Masih dilansir dari tirto, dalam ketentuan pasal 34 peraturan presiden nomor 75/2019, diatur bahwa iuran peserta Pekerja Bukan Penerima Upah (PBPU) Kelas 3 akan meningkat dari Rp. 25.000,- menjadi RP. 42.000,-.Sementara untuk iuran peserta atau mandiri Kelas 2 akan meningkat dari Rp. 51.000,- menjadi Rp. 110.000,-. Kemudian untuk iuran peserta Kelas 1 akan naik dari Rp. 80.000,- ke Rp. 160.000,-.
Peraturan tersebut membuat pemerintah memutuskan menaikkan iuran peserta mandiri BPJS sebesar 100 persen. Tentu saja bagi masyaraka yang tidak kuat membayar, akan menyesuaikan kemampuan keuangannya dengan cara eksodus turun kelas. Kepala Humas BPJS Kesehatan Muhammad Iqbal Anas Maruf menyatakan pengajuan permohonan turun kelas banyak dilakukan peserta untuk menyesuaikan kemampuan membayar iuran.

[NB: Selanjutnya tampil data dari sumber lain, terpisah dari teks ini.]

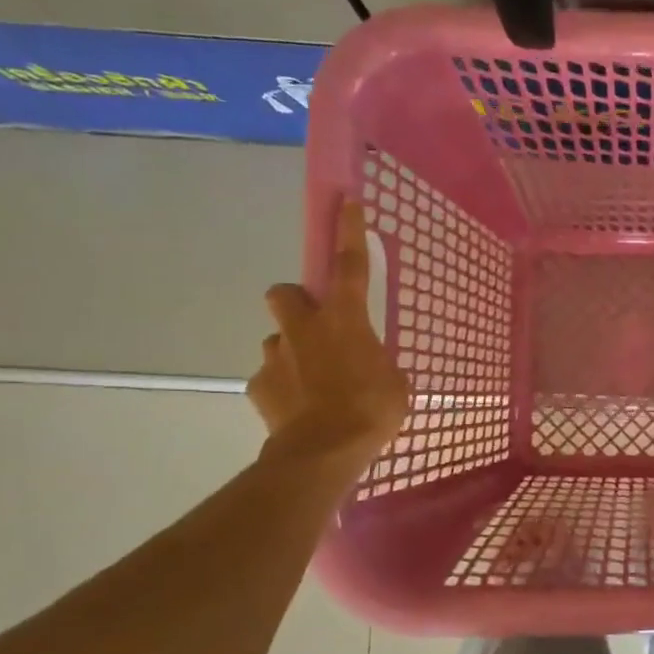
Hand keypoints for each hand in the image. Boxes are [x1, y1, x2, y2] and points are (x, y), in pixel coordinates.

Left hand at [249, 200, 408, 474]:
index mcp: (345, 320)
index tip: (347, 201)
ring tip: (314, 383)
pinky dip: (283, 388)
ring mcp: (275, 356)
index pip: (349, 265)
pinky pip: (271, 378)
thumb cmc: (371, 411)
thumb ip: (378, 363)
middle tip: (316, 325)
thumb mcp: (395, 383)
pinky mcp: (258, 386)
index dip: (349, 231)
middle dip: (296, 302)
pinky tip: (299, 409)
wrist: (323, 452)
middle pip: (285, 292)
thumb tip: (367, 365)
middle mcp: (304, 329)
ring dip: (293, 352)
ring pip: (278, 339)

Karena ulah BPJS tersebut, tentu saja ia harus bertanggungjawab mengatasi para peserta mandiri yang menginginkan turun kelas. Benar adanya, BPJS Kesehatan telah menyiapkan program praktis atas 'perubahan kelas tidak sulit' yang sudah berlaku sejak 9 Desember 2019 kemarin hingga 30 April 2020 mendatang. Sadar diri tuh namanya!
Akan tetapi, sebenarnya kenaikan itu wajar dilakukan untuk menambal defisit yang semakin besar. Bayangkan saja sejak tahun 2014, Kementerian Keuangan mencatat program JKN terus mengalami defisit. Saya mengutip dari berita kompas, besaran defisit JKN sebelum memperhitungkan intervensi pemerintah masing-masing sebesar Rp 1,9 trilliun pada tahun 2014.